Consider the case of North Korea. Despite efforts to engage with the Trump administration, a U.S. prerequisite for any sanctions relief was full denuclearization of the Korean Peninsula. Though this requirement is popular with American domestic audiences, it has become an unrealistic aspiration because the North Korean regime sees its arsenal as critical to its self-preservation. Moreover, other states with weaker governments have been nuclear powers for decades with no serious threat to U.S. security.
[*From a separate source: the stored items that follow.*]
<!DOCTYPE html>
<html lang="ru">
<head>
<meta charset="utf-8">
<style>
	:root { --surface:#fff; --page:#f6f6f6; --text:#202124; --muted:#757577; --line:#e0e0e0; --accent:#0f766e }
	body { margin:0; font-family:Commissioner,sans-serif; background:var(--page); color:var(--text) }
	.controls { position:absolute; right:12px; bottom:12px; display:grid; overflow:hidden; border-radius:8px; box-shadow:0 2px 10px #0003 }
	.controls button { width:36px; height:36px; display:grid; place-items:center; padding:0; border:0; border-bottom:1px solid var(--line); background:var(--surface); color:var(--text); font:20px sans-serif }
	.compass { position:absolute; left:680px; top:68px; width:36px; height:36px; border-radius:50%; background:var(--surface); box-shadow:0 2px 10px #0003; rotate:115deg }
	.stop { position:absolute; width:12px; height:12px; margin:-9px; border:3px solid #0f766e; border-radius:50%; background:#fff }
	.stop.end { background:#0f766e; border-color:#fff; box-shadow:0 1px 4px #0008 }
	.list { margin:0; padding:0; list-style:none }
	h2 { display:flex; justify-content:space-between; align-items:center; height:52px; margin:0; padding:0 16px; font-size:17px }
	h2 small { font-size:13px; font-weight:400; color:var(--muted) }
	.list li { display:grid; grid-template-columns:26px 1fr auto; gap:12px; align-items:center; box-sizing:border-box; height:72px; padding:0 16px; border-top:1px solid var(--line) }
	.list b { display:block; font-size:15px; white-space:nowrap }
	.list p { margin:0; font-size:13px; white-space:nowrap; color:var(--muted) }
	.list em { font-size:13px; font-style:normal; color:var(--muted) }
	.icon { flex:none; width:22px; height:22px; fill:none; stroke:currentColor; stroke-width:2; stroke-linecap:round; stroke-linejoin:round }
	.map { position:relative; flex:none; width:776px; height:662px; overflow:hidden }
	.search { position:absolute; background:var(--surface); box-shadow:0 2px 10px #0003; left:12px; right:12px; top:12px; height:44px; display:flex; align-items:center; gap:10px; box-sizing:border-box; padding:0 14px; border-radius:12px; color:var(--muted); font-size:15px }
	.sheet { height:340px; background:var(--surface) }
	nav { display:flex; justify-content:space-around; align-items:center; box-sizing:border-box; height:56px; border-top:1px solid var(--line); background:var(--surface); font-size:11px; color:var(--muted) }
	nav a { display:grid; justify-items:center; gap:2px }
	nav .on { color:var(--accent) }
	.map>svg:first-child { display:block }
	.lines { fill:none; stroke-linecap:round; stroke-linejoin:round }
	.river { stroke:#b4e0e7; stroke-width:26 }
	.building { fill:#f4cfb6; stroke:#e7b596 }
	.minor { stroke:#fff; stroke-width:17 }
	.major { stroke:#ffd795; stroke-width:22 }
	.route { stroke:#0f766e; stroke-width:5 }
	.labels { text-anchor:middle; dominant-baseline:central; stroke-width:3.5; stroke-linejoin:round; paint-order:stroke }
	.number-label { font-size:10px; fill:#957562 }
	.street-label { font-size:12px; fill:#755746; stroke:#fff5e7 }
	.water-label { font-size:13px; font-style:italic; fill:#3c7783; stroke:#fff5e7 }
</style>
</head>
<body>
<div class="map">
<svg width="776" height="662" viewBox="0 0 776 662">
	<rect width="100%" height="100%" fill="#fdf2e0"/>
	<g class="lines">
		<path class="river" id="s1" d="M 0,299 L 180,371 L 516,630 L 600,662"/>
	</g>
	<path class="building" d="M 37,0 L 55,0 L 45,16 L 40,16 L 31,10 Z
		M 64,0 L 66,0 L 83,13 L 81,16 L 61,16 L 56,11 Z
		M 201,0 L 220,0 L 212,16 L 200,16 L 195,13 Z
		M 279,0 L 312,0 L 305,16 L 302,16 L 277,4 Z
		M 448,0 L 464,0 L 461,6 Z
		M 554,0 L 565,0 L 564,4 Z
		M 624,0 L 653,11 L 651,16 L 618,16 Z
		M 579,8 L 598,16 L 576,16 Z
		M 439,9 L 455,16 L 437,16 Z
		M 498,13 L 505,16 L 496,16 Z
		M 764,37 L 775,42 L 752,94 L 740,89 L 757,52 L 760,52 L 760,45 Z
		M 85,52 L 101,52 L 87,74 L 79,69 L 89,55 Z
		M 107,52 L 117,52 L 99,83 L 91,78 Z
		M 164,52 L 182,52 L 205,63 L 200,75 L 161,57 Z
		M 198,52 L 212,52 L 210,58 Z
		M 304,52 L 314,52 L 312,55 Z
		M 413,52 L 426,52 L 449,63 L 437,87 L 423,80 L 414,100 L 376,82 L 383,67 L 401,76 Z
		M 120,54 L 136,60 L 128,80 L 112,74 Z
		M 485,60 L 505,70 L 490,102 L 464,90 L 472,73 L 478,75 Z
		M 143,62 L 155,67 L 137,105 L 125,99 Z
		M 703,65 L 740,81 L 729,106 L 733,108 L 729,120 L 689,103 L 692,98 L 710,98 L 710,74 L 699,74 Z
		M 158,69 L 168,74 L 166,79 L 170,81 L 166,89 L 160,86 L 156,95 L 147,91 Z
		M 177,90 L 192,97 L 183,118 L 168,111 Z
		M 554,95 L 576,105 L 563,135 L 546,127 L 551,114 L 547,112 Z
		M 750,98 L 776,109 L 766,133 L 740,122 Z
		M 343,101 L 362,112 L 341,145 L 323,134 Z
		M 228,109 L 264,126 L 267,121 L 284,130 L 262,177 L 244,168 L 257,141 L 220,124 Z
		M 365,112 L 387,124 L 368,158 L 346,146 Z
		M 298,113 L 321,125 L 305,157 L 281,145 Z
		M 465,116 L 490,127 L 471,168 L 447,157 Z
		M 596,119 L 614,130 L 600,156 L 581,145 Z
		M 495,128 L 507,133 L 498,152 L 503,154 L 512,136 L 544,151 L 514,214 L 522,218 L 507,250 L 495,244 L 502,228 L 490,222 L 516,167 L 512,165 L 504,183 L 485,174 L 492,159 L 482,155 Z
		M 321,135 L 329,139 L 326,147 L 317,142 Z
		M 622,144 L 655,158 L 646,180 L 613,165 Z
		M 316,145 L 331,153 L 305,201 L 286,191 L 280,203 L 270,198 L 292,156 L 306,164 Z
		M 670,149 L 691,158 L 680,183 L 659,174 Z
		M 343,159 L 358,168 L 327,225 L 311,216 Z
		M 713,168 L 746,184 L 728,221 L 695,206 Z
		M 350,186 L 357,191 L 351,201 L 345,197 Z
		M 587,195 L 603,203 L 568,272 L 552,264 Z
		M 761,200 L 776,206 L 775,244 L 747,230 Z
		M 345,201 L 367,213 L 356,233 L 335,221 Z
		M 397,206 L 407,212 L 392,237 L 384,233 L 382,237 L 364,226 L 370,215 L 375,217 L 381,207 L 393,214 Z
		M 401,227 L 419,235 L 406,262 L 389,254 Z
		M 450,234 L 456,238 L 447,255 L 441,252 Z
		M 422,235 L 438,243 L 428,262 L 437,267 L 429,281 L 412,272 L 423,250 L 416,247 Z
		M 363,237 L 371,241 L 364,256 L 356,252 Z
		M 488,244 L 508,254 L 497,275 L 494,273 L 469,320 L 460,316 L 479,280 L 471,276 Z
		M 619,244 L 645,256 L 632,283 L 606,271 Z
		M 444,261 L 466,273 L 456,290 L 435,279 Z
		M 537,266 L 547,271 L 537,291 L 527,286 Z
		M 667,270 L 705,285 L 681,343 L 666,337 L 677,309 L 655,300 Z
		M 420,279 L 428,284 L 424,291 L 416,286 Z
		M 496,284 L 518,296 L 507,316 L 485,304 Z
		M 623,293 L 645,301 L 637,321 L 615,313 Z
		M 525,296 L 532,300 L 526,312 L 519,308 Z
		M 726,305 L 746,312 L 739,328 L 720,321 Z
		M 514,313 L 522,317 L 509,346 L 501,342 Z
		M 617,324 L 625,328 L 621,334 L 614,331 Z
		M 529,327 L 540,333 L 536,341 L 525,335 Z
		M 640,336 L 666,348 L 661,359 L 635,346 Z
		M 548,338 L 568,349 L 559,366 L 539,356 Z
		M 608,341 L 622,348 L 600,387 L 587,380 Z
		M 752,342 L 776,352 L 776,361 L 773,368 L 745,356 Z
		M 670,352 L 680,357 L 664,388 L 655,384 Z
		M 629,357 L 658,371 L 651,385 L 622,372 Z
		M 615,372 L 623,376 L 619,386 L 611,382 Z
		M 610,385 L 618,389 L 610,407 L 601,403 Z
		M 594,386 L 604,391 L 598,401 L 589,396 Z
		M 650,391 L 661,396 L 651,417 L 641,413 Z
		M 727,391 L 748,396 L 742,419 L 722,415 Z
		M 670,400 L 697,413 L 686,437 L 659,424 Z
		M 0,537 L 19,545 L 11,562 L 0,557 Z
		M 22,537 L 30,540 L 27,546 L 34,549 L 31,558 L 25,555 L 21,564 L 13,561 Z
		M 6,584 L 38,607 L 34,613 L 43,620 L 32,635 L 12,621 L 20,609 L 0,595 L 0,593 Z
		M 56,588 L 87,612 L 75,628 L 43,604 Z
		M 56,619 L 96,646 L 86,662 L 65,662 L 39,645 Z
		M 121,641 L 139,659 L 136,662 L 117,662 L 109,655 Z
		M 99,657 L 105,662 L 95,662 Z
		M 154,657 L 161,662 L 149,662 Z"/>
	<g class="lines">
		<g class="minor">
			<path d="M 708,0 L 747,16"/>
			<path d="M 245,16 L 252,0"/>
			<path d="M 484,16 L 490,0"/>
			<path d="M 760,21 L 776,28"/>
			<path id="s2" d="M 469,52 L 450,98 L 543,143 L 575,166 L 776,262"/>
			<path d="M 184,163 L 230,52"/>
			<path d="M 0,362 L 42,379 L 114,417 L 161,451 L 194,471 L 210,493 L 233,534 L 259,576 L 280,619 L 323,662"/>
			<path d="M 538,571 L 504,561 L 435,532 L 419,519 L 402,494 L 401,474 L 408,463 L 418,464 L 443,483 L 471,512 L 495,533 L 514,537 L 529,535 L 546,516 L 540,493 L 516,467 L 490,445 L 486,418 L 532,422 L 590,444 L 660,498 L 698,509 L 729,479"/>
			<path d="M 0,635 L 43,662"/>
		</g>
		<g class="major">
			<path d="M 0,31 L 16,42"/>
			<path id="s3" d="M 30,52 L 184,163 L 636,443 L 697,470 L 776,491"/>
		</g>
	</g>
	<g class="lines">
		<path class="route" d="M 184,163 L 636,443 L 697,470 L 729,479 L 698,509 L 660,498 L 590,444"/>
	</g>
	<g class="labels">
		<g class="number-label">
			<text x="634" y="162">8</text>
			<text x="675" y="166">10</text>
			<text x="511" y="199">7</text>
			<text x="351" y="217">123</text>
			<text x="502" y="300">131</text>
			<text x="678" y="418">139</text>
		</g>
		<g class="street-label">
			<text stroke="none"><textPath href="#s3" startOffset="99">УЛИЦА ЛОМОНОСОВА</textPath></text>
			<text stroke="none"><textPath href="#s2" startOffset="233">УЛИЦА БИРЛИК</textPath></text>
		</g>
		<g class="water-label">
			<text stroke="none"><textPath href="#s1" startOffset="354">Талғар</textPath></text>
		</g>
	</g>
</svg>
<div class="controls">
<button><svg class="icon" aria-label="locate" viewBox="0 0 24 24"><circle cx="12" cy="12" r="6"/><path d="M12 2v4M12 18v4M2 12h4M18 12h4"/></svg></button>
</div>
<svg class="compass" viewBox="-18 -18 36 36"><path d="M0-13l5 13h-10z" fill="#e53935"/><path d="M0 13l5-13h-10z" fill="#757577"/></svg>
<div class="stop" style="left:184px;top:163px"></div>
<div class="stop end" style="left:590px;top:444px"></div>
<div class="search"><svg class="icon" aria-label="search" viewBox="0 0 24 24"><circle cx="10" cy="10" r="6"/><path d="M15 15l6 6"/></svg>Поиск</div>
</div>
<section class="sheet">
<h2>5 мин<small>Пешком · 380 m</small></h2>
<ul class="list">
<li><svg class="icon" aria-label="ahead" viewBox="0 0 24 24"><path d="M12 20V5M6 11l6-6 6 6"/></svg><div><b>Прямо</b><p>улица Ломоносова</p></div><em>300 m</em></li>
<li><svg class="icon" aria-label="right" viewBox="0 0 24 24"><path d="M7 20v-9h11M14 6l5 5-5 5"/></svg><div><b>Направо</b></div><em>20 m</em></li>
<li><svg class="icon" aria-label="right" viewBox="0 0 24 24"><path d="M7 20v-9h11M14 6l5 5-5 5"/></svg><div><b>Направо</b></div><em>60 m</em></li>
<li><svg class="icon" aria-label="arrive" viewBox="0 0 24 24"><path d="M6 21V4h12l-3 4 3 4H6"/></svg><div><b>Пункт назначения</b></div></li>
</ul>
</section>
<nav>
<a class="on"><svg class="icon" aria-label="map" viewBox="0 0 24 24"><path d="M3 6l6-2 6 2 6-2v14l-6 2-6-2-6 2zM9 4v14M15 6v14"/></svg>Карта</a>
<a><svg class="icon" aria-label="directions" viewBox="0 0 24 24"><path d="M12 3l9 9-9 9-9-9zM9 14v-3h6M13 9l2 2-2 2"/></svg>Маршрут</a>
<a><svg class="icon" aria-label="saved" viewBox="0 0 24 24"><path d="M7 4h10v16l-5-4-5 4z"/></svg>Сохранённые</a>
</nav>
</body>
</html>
So, what is the U.S. goal with sanctions here? Denuclearization of the Korean Peninsula, global denuclearization, and preventing North Korea from developing an ability to threaten U.S. regional allies or the continental United States have all been cited as potential ends. Yet, it seems that the United States is trying to accomplish all of these goals at once and in doing so, has incentivized the regime to continue expanding its nuclear program despite the crushing sanctions placed upon the country.
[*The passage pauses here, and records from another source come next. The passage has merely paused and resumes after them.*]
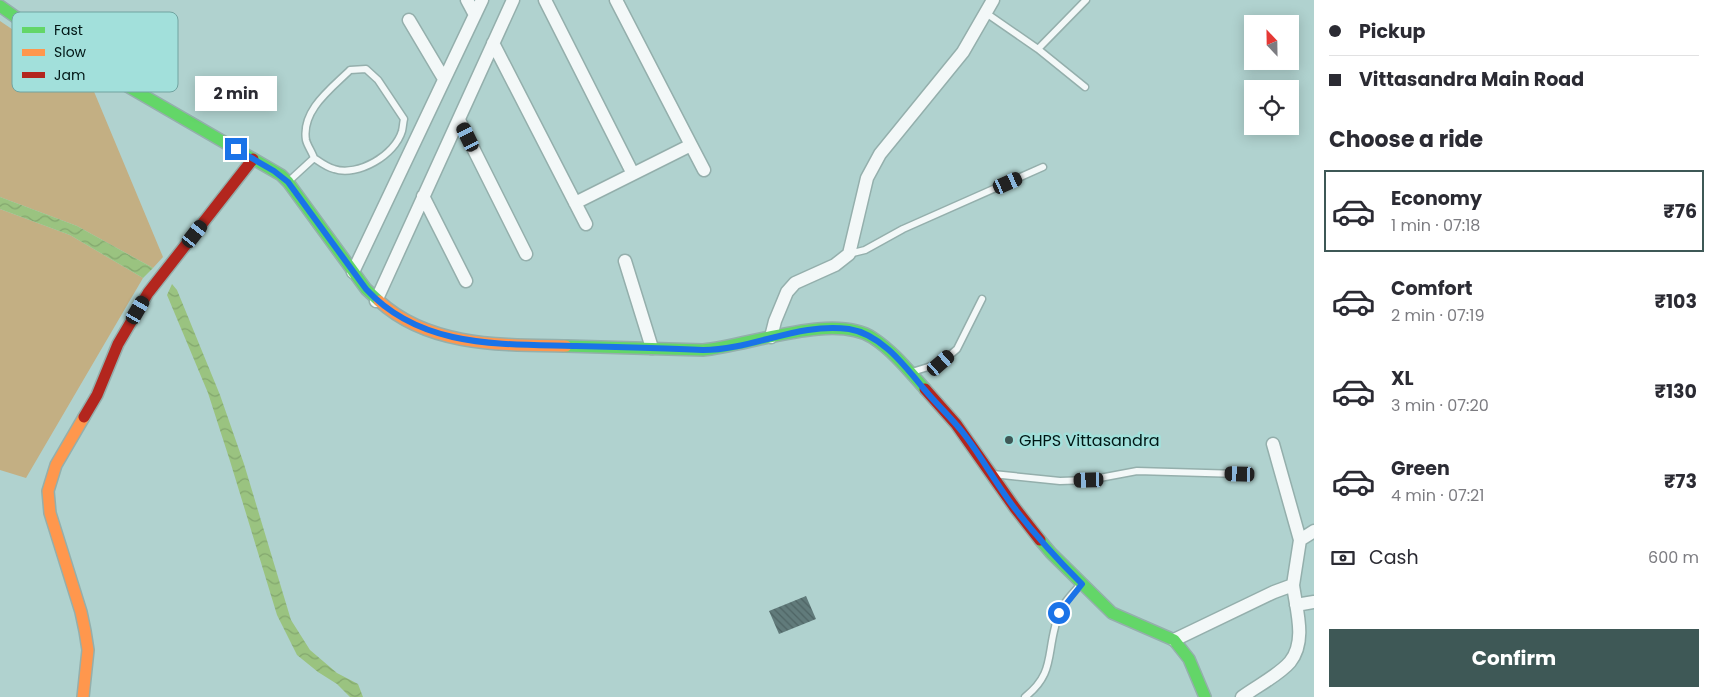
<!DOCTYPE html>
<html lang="en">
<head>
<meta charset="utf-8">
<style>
	body { margin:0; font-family:Poppins,sans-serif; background:#f7f7f7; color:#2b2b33; height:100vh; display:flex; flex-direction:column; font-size:19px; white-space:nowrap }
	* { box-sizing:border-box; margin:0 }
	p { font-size:16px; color:#7c7c81 }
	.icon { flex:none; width:28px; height:28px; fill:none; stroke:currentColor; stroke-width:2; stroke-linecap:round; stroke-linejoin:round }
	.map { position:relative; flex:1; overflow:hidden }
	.sheet { display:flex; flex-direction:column; background:#fff; width:400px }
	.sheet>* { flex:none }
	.guide { display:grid; align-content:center; height:110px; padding:0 15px; background:#fff }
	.needle { width:32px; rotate:338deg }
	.tools { position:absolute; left:1244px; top:15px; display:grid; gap:10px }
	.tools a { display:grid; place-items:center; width:55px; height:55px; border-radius:0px; background:#fff; box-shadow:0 2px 12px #0003; font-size:25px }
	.end { position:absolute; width:22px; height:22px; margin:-11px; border:6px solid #1a73e8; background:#fff; box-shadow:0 0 0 2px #fff }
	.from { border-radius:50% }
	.bubble { position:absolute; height:35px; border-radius:0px; background:#fff; box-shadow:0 2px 12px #0003; font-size:16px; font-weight:700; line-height:35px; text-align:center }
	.car { position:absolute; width:15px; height:30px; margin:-15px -8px; border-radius:6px; box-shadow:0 0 4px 1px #0007; background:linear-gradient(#222 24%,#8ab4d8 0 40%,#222 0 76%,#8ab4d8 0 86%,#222 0) }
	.guide b { display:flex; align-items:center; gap:18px; height:48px; font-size:19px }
	.guide b+b { border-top:1px solid #e1e1e2 }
	.guide i { width:12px; height:12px; background:#2b2b33 }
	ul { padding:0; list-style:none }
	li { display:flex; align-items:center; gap:15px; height:82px; margin:0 10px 8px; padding:0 5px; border:2px solid transparent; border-radius:0px }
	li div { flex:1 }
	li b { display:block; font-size:19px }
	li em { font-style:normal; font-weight:700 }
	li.active { border-color:#3e5856 }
	li>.icon { width:45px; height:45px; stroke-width:1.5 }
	h2 { padding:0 15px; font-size:22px; line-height:60px }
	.pay { display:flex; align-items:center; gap:12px; height:55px; padding:0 15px; font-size:19px }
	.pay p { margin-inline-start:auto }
	.primary-button { display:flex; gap:10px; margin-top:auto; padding:10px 15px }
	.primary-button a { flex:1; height:58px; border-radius:0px; background:#3e5856; color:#fff; font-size:20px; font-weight:700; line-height:58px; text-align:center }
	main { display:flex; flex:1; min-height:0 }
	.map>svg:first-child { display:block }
	.green { fill:#c3af83 }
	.water { fill:url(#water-waves) }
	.building { fill:url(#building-back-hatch) }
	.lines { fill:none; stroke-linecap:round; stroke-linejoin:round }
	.lane-casing { stroke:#94afac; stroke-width:9 }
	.street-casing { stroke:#94afac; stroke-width:15 }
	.fast-casing { stroke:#94afac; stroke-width:14 }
	.slow-casing { stroke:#94afac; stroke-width:14 }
	.jam-casing { stroke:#94afac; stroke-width:14 }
	.lane { stroke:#f3f8f8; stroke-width:6 }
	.street { stroke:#f3f8f8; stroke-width:12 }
	.fast { stroke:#63d668; stroke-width:11 }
	.slow { stroke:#ff974d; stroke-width:11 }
	.jam { stroke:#b3261e; stroke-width:11 }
	.route { stroke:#1a73e8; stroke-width:6 }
	.poi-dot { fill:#3e5856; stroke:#a2e0db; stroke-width:2 }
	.labels { text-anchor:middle; stroke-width:5; stroke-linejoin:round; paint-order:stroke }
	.poi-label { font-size:16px; fill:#001615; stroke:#a2e0db; text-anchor:start }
	.key { fill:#a2e0db; stroke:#71a3a0; stroke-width:1 }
	.key-label { font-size:14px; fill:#001615 }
</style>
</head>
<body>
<main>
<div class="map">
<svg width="1314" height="697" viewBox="0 0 1314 697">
	<defs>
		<pattern id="water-waves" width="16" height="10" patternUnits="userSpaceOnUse" patternTransform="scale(1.25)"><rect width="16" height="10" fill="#9ac380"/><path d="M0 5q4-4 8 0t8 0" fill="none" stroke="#83a76e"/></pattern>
		<pattern id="building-back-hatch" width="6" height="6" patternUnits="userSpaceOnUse" patternTransform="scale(1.25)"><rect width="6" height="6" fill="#617b7b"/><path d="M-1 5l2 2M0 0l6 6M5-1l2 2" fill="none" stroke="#4e6464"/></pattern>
	</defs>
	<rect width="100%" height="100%" fill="#b0d2cf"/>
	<!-- green -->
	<path class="green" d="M0,21L90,82L163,257L153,268L77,226L0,197Z
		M0,209L70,235L143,278L26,478L0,470Z"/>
	<!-- water -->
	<path class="water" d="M0,197L77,226L153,268L143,278L70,235L0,209Z
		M172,284L177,290L220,395L244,464L291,620L310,650L337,673L358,684L363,697H350L337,684L318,672L297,655L277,615L230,461L208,393L167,295Z"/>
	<!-- building -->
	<path class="building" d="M806,596L816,619L779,634L769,611Z"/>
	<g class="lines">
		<defs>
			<path id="lane" d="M986,13L1038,49L1086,0
				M1038,49L1085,87
				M289,181L314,158C312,152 307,145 306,140C301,110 332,88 350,70L366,69L378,80L404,119C403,123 403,127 402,131C395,155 358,177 334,169C326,167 320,162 314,158
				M849,254L865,250L903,229L1043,167
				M912,372L941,363L957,349L982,299
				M993,474L1060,481L1089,480L1137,471L1240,474
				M1025,697C1053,675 1047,657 1055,627C1056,622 1057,616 1059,612C1065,601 1074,592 1081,584"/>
			<path id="street" d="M467,0L475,15
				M545,0L633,174
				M409,20L444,79
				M493,43L586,224
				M459,120L526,254
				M691,145L704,170
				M423,196L466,281
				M575,203L691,145L616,0
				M625,261L652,348
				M353,272L482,0
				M376,301L513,0
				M771,337L775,321L787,292L795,283L835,265L849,254L867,178L880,154L963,52L993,0
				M1273,444L1300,540
				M1296,605L1314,602
				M1174,640L1274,592L1293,585L1300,540L1314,531
				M1242,697C1257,686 1279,675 1290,662C1307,641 1296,609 1293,585"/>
			<path id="fast" d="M0,6L51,42L281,175L288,182L366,289L379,301
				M566,346L703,350C748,346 834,312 873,338C893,351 909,371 925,389
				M1040,540L1051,553L1112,613L1174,640L1189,659L1205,697"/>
			<path id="slow" d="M379,301C429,347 503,345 566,346
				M83,697L88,650L85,631L81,612L50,513L48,491L56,465L84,417"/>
			<path id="jam" d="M925,389L956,424L1015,508L1040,540
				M84,417L97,395L118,344L148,293L253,159"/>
		</defs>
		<!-- lane casing -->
		<use href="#lane" class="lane-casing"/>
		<!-- street casing -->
		<use href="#street" class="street-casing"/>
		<!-- fast casing -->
		<use href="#fast" class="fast-casing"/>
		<!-- slow casing -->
		<use href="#slow" class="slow-casing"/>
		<!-- jam casing -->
		<use href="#jam" class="jam-casing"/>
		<!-- lane -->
		<use href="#lane" class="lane"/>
		<!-- street -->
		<use href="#street" class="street"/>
		<!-- fast -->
		<use href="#fast" class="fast"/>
		<!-- slow -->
		<use href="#slow" class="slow"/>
		<!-- jam -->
		<use href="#jam" class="jam"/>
	</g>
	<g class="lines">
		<!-- route -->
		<path class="route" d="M236,149L274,171L288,182L366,289C420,348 499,344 573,346C616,347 660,348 703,350C752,350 799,322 849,329C881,334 905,366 924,389C938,406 954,420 967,438C984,461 998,487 1016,510C1036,536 1058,560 1082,584L1059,613"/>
	</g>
	<!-- markers -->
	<circle class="poi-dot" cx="1009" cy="440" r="5"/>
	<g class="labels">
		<!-- poi labels -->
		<g class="poi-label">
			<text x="1019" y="446">GHPS Vittasandra</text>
		</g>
	</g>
	<!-- legend -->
	<rect x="12" y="12" width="166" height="80" rx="8" class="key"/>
	<rect x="22" y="27" width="23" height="6" fill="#63d668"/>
	<rect x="22" y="49" width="23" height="7" fill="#ff974d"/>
	<rect x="22" y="72" width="23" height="6" fill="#b3261e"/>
	<g class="key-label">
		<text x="54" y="35">Fast</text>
		<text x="54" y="57">Slow</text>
		<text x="54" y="80">Jam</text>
	</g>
</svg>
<div class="tools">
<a><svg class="needle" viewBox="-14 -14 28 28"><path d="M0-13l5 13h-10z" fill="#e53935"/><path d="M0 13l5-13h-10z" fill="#7c7c81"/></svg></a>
<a><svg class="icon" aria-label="locate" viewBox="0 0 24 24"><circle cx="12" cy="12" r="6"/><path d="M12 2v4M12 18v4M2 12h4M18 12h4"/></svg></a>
</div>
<i class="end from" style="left:1059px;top:613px"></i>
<i class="end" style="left:236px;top:149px"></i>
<div class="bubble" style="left:195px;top:76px;width:82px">2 min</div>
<i class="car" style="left:468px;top:137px;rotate:334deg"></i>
<i class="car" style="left:1008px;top:183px;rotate:66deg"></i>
<i class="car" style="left:195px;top:234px;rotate:38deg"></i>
<i class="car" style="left:138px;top:310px;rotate:30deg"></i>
<i class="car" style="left:941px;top:363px;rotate:49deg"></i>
<i class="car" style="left:1240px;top:474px;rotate:272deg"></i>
<i class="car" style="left:1089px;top:480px;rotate:268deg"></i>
</div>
<section class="sheet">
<div class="guide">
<b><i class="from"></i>Pickup</b>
<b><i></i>Vittasandra Main Road</b>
</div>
<h2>Choose a ride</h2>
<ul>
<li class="active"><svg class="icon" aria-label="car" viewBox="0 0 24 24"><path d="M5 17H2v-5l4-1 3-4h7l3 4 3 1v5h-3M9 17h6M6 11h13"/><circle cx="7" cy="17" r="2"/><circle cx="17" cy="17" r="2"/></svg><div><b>Economy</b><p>1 min · 07:18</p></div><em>₹76</em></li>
<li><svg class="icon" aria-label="car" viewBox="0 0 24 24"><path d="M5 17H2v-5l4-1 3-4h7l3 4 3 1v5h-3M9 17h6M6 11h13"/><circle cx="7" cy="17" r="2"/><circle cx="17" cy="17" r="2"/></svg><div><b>Comfort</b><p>2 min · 07:19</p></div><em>₹103</em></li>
<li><svg class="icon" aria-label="car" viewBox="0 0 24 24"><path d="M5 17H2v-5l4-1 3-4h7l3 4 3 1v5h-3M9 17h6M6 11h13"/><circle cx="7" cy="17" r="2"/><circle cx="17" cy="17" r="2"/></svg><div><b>XL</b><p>3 min · 07:20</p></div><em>₹130</em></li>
<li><svg class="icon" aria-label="car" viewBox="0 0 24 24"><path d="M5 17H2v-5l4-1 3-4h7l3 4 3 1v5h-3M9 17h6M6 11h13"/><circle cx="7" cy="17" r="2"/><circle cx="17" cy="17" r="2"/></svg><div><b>Green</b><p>4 min · 07:21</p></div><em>₹73</em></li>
</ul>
<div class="pay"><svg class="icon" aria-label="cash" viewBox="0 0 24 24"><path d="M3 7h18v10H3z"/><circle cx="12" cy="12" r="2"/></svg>Cash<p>600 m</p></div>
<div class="primary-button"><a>Confirm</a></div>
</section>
</main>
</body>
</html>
An often-overlooked issue with sanctions is the undesirable effect of alienating not just individuals within targeted countries, but American allies, businesses, and other private interests. The numbers and kinds of sanctions have also proliferated without any clear strategy for how they should be equitably applied. The CAATSA sanctions, for instance, are applied on a case-by-case basis. Although justified to the American public as a means to limit Russia’s ability to profit from arms sales, other U.S. allies that are also major Russian weapons customers, like India and Turkey, can become ensnared in the sanctions. The presidential waiver for CAATSA does little to mitigate this problem. The Justice Department’s ability to prosecute sanctions violations, even in third-party countries, has only exacerbated the issue.

While sanctions are an important instrument in the diplomatic toolbox, it is one that should be used sparingly and with thoughtful precision. Sanctions, as they are currently enacted, allow the U.S. government to be seen by voters as doing something to punish perceived enemies. But sanctions accomplish little more than toughening adversarial resolve. Secondary sanctions also alienate both broader populations and a wider array of elites in other countries. If the United States wants to see real behavioral change from its targets, it needs to cultivate those elites and their populations. If Mikhail Gorbachev or his allies had faced grinding sanctions, it is unlikely he would have been able to convince much of the Soviet ruling class to enact reforms. Since the end of the Cold War, U.S. grand strategy has become listless and unfocused, leading to short-sighted actions like sanctions enactment to become the default American response to many challenging situations, but with no end goal in sight.